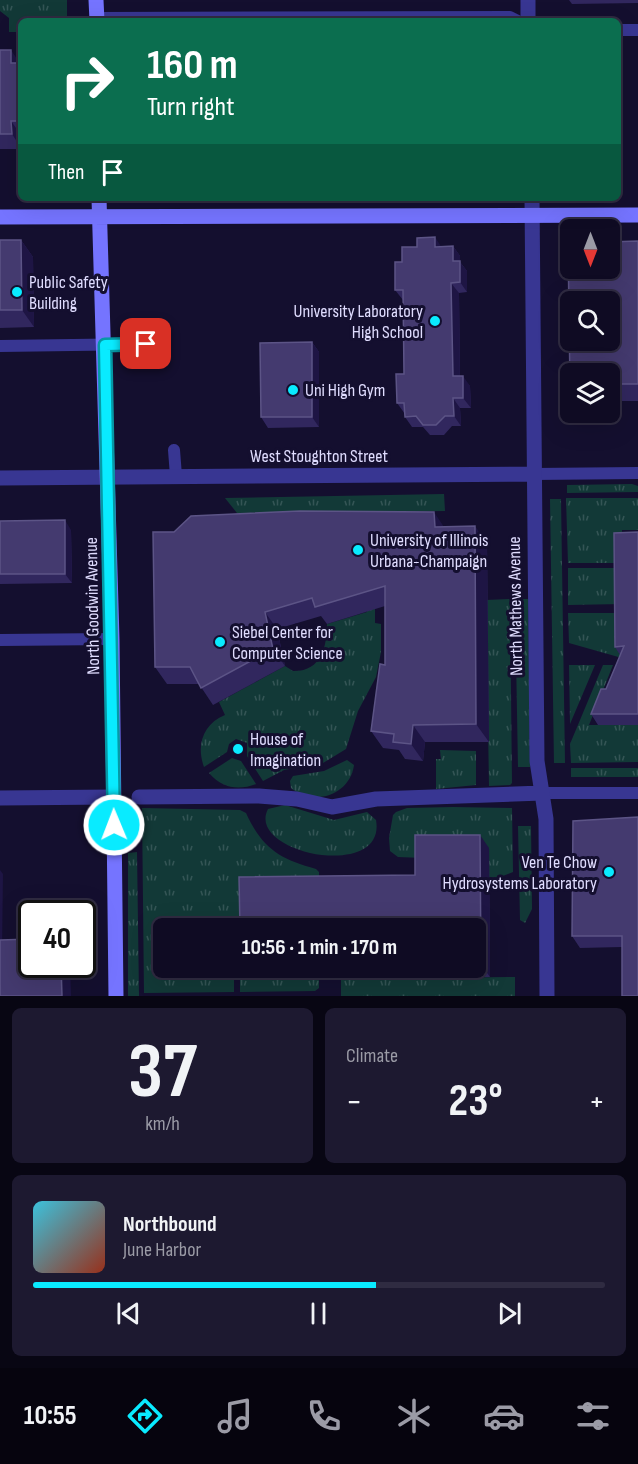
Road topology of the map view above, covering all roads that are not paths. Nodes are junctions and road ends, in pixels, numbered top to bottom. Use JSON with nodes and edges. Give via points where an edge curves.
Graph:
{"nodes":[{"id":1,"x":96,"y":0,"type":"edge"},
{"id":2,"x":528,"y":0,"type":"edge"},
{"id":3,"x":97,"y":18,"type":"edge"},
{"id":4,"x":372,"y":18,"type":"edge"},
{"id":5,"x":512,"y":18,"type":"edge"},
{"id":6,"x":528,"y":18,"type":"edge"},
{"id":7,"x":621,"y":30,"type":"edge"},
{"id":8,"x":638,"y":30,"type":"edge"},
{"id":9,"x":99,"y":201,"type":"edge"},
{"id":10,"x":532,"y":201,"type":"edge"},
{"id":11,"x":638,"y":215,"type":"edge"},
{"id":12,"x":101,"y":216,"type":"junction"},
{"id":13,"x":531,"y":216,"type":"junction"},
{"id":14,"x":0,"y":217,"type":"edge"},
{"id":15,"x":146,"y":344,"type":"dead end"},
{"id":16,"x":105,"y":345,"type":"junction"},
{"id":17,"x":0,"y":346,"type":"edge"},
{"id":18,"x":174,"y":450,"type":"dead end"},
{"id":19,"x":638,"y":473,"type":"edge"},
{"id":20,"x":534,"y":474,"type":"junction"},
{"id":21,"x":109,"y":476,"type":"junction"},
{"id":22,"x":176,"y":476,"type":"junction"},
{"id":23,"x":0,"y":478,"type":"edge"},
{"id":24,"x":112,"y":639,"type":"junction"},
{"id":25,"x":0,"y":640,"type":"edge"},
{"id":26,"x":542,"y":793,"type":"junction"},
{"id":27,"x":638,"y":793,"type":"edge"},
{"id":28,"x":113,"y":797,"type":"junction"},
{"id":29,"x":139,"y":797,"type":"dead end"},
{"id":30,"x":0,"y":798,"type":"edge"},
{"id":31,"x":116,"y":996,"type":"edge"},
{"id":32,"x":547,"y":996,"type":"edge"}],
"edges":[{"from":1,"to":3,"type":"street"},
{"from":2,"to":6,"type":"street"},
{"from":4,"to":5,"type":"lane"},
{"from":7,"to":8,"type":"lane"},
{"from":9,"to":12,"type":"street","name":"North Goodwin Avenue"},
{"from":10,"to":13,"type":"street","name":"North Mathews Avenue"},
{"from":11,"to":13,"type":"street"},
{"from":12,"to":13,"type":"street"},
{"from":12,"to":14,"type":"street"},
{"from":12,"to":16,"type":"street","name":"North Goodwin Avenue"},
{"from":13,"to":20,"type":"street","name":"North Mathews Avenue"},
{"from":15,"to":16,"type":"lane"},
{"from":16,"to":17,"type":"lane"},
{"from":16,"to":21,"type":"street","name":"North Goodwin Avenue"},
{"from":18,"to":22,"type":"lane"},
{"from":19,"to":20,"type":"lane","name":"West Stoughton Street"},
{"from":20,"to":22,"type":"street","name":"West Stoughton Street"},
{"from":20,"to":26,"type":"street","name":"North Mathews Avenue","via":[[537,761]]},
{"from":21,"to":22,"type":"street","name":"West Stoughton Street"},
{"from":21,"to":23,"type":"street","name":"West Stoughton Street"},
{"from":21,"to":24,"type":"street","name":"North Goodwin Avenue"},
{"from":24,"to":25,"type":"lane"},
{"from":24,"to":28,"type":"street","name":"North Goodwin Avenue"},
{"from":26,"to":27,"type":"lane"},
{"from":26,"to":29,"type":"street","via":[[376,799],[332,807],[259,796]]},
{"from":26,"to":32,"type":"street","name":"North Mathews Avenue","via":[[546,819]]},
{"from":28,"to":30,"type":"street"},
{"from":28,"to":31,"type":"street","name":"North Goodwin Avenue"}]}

* * *

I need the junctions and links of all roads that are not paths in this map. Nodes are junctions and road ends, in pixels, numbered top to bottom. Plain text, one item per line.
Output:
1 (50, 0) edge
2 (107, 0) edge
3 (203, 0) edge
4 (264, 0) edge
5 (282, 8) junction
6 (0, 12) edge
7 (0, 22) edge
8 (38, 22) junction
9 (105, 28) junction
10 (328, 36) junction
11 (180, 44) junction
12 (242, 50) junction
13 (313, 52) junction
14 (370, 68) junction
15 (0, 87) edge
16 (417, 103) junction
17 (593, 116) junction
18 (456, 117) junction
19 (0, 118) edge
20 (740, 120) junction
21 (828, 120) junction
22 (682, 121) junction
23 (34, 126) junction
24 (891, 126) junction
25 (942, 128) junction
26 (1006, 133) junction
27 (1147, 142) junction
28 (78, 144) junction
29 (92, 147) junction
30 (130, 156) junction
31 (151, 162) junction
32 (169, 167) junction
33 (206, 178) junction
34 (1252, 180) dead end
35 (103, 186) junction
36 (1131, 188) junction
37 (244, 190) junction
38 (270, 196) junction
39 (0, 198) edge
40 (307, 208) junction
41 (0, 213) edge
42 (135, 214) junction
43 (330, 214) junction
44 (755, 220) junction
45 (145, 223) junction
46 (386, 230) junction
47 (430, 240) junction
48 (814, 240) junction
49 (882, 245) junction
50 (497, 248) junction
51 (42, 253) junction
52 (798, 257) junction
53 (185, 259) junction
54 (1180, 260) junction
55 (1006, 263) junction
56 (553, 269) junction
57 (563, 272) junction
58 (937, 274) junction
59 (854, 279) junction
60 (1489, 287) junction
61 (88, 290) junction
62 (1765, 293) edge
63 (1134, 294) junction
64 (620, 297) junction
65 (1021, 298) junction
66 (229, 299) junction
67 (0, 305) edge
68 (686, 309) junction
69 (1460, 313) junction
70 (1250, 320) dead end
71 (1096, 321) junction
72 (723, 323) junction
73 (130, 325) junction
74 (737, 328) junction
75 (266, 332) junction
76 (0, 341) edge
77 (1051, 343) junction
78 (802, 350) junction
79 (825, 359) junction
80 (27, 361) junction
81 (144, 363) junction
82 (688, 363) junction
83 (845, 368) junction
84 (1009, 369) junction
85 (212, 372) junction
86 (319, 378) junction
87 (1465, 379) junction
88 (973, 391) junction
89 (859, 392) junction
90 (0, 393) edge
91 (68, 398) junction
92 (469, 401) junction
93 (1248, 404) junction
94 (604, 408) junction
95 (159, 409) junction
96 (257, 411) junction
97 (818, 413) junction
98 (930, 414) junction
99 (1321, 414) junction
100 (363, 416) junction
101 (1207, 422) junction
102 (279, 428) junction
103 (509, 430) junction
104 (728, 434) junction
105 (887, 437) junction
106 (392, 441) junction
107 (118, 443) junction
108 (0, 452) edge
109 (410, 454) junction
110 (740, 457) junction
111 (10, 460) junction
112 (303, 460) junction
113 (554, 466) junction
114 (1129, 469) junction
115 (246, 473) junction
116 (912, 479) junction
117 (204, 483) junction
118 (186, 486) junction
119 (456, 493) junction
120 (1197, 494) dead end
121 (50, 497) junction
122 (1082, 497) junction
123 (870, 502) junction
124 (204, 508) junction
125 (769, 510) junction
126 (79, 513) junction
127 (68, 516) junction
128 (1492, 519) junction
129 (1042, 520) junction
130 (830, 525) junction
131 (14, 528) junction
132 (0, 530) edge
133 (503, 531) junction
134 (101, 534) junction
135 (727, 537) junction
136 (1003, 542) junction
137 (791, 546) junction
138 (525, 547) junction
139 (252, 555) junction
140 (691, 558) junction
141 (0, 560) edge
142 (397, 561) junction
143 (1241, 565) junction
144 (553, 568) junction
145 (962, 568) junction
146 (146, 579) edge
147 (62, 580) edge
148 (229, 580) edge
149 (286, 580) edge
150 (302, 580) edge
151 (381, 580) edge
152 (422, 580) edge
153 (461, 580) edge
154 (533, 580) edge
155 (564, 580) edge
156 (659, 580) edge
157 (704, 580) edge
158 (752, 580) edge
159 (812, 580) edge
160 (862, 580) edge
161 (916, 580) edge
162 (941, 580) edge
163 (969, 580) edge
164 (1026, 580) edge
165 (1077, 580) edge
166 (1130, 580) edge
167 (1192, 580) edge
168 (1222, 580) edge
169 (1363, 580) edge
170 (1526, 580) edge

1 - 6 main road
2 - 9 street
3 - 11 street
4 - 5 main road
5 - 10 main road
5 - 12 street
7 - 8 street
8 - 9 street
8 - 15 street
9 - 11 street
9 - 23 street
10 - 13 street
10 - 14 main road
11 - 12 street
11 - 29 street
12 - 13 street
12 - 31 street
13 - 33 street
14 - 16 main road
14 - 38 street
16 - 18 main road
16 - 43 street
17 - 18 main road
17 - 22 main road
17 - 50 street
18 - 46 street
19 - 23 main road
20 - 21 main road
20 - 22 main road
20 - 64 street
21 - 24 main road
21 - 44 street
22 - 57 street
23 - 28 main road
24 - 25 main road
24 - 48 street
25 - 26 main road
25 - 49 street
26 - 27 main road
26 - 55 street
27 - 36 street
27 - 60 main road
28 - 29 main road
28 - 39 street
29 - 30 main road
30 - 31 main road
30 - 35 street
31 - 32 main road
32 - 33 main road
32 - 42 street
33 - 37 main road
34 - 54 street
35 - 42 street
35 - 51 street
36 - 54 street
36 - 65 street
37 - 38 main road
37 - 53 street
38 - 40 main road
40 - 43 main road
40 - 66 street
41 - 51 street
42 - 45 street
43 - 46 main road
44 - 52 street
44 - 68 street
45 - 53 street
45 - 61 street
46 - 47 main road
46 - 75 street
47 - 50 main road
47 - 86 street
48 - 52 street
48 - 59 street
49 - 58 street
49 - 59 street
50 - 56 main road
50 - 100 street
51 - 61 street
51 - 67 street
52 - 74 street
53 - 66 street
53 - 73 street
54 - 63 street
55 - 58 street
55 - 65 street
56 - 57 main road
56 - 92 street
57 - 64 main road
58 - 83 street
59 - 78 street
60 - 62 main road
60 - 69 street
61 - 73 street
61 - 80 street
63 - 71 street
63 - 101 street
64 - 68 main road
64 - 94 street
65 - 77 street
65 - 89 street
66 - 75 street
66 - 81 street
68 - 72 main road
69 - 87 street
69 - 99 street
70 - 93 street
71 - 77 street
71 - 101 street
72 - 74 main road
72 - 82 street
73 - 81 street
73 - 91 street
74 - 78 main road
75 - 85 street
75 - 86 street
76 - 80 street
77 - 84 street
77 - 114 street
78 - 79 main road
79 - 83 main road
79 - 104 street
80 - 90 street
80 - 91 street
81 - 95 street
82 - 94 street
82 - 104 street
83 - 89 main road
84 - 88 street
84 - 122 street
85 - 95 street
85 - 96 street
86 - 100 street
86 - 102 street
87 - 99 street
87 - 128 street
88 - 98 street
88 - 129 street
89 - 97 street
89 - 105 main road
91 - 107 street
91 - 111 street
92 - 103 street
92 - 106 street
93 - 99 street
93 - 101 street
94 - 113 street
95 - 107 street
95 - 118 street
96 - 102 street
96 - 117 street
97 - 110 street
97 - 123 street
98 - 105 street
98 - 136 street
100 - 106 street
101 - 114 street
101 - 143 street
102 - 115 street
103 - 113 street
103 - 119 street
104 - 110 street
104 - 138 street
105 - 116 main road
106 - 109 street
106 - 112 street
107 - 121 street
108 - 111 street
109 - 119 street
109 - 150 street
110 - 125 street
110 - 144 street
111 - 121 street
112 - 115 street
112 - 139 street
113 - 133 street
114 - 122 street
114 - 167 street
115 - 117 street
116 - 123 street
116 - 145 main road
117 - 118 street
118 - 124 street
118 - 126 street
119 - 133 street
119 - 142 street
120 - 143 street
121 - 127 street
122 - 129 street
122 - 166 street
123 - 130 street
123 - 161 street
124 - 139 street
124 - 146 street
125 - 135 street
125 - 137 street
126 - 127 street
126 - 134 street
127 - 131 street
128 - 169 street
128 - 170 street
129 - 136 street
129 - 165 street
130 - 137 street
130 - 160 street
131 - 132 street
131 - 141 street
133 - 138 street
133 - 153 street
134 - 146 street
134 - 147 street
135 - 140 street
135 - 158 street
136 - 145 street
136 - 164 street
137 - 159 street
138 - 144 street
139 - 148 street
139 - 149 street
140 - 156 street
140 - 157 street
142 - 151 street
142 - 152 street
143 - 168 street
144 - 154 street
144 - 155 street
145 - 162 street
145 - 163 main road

## WHAT IS REQUIRED
Return each line among the entries that holds the word "paths".

## RESPONSE TO THIS TASK
Road topology of the map view above, covering all roads that are not paths. Nodes are junctions and road ends, in pixels, numbered top to bottom. Use JSON with nodes and edges. Give via points where an edge curves.
I need the junctions and links of all roads that are not paths in this map. Nodes are junctions and road ends, in pixels, numbered top to bottom. Plain text, one item per line.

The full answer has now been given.